Per la guarnizione :
Lattughe miste o misticanza selvatica tritate fini, una falda di peperone rosso, un pomodoro da insalata, un filo d'olio extravergine di oliva

|
|
|
|
Bollire il polpo, sgocciolarlo conservando l'acqua di cottura, selezionare circa trecento grammi di tentacoli, destinando il resto ad altra preparazione, e tagliarli a tocchetti. Bollire le patate, con la buccia, in parte dell'acqua di cottura del polpo, quindi spellarle e tagliarle a dadini. Portare a calore, in padella, due cucchiai d'olio extravergine, far sudare il porro col prezzemolo e aggiungere tocchetti di polpo e cubetti di patate, sfumare con vino rosso, salare, pepare, aggiungere un pizzico di origano e lasciar insaporire mentre il vino sfuma. In un tegamino, tostare leggermente la farina, sciogliere il burro ed incorporarlo a frusta.
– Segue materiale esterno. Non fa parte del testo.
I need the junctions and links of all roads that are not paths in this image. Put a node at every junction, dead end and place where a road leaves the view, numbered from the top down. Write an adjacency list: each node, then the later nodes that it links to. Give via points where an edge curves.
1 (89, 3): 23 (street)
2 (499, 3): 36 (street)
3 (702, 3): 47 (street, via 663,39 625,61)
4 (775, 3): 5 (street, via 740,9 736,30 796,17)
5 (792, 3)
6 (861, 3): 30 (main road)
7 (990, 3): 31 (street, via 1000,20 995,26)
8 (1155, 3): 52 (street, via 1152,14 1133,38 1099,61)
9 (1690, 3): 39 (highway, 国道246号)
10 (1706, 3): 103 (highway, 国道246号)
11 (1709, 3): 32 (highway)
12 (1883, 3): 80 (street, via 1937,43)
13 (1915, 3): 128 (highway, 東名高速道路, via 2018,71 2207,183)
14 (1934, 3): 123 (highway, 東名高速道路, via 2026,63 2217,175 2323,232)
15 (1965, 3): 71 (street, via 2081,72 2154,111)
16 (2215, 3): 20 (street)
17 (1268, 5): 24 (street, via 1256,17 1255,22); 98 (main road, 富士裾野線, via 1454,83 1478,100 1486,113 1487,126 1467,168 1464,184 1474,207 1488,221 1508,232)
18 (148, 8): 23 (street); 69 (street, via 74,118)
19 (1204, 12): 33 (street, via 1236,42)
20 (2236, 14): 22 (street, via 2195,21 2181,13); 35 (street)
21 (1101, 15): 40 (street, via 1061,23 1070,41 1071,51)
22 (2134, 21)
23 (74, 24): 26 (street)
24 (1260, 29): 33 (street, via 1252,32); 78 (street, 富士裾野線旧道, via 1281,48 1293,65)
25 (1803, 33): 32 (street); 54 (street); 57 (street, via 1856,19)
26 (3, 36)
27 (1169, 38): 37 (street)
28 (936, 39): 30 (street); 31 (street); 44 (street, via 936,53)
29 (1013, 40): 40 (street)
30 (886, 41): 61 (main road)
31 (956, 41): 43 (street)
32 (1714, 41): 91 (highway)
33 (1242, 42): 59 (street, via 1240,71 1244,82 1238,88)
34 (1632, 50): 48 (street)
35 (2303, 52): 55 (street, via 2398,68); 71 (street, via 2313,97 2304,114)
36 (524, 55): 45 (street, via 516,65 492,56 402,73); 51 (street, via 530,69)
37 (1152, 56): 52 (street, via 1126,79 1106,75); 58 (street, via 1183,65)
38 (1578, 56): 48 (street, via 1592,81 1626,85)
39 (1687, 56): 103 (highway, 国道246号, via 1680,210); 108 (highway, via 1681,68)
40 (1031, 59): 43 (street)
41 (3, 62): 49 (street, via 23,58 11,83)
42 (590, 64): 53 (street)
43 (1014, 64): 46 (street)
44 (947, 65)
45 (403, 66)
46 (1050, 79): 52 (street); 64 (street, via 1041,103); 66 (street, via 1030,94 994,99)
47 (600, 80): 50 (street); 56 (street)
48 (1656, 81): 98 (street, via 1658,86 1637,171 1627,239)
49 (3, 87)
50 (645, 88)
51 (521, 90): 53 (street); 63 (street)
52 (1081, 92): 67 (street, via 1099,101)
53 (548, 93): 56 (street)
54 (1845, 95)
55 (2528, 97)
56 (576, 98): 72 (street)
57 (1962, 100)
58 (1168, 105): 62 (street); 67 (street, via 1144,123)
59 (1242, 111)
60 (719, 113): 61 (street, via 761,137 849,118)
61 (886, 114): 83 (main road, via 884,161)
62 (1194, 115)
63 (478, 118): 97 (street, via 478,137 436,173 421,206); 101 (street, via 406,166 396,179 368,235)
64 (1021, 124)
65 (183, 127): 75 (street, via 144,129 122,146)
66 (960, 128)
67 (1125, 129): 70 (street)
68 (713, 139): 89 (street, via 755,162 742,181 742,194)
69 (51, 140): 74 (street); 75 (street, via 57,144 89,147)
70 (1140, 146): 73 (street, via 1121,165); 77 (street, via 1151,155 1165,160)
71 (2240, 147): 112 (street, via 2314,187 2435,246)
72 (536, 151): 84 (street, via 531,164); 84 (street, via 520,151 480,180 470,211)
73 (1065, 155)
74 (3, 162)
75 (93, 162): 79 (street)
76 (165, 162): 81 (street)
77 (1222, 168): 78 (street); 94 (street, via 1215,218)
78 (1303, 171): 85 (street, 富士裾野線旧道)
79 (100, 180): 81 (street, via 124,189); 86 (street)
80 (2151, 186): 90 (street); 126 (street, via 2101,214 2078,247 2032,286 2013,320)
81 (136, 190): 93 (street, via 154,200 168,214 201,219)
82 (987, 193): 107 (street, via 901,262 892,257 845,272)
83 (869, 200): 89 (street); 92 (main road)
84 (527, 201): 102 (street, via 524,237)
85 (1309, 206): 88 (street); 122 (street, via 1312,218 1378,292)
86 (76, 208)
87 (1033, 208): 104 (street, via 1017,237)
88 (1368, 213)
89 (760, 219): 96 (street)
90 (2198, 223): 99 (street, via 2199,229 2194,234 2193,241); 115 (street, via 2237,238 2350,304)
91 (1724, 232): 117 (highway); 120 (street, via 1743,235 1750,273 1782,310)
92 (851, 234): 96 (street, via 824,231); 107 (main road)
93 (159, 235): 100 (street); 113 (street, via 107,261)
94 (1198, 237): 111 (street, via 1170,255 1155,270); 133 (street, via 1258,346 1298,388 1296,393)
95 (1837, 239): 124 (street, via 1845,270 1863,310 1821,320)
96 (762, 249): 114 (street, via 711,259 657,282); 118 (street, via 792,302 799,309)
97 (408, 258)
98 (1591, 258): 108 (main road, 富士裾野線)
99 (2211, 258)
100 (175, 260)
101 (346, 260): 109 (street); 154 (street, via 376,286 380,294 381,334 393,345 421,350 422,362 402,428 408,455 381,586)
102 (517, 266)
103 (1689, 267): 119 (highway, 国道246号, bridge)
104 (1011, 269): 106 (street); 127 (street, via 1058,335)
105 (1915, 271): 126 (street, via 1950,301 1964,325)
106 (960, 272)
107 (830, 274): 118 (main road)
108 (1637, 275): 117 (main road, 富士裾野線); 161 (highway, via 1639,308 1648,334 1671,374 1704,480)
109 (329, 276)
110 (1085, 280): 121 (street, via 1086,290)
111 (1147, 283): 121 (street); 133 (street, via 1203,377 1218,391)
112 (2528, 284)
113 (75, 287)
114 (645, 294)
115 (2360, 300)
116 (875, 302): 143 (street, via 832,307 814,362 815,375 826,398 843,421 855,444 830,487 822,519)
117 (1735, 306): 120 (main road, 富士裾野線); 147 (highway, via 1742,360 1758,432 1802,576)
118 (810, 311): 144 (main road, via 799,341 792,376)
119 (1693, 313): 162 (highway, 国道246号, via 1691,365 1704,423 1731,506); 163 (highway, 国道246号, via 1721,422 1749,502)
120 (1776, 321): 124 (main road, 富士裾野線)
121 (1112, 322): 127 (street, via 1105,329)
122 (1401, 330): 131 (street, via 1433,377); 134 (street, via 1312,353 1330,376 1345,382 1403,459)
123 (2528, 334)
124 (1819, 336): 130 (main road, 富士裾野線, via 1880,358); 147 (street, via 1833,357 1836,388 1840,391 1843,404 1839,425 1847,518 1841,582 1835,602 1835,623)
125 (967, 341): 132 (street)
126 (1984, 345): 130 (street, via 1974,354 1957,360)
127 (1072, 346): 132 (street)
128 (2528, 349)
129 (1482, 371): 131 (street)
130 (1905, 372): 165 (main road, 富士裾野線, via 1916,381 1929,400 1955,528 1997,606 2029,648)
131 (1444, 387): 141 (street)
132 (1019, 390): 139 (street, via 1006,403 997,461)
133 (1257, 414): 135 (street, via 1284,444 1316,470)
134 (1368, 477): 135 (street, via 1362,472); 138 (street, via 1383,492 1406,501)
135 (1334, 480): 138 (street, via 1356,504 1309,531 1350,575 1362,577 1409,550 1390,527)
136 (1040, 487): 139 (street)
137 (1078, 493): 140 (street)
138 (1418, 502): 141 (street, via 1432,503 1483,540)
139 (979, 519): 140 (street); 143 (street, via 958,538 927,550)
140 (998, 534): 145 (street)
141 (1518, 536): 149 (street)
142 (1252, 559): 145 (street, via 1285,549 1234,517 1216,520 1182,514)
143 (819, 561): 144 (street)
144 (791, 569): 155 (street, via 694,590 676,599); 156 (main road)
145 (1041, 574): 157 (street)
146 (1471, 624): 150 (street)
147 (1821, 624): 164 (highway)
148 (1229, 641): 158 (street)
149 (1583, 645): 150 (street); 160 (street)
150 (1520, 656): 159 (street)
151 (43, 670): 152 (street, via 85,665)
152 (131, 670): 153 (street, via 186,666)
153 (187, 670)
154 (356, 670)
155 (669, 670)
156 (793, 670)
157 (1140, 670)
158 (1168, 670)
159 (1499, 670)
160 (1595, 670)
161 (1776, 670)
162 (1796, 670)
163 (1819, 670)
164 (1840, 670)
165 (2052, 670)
A questo roux, aggiungere circa due decilitri di acqua di cottura del polpo, sempre lisciando la salsa con la frusta, e lasciar addensare a fuoco moderato. Togliere dal fuoco e legare, sempre frustando, col tuorlo d'uovo. Lasciar intiepidire tutto, quindi amalgamare, in una ciotola, il polpo, le patate e due cucchiai di parmigiano, legando con la salsa e l'uovo intero. Ungere quattro stampini e dividere il composto a riempire, in parti uguali, in ciascuno di essi. Infornare a 170° per 20 minuti. Tritare fini le lattughe o la misticanza, distribuire in quattro piatti piani formando altrettanti letti circolari. Mondare il pomodoro da pelle e semi e tagliare a dadini, tagliando allo stesso modo anche la falda di peperone. Ricavare da ogni oliva tre calotte. Sformare i timballino su ciascun letto di verdure, disporre a trifoglio, sopra ciascuno di essi, le calottine di olive e guarnire con i dadini di pomodoro e peperone, solcando d'olio prima di servire.
|
|
|
Sembra difficile, ma non lo è. Può essere una valida alternativa per gustare il polpo e patate della tradizione, ma anche una valida introduzione, perché no?, per una cena tutta a base di polpo, precedendo un buon piatto di penne al polpo e la ricetta tradizionale menzionata prima, specialmente nel periodo invernale, in cui è facile reperire polpi di una certa dimensione.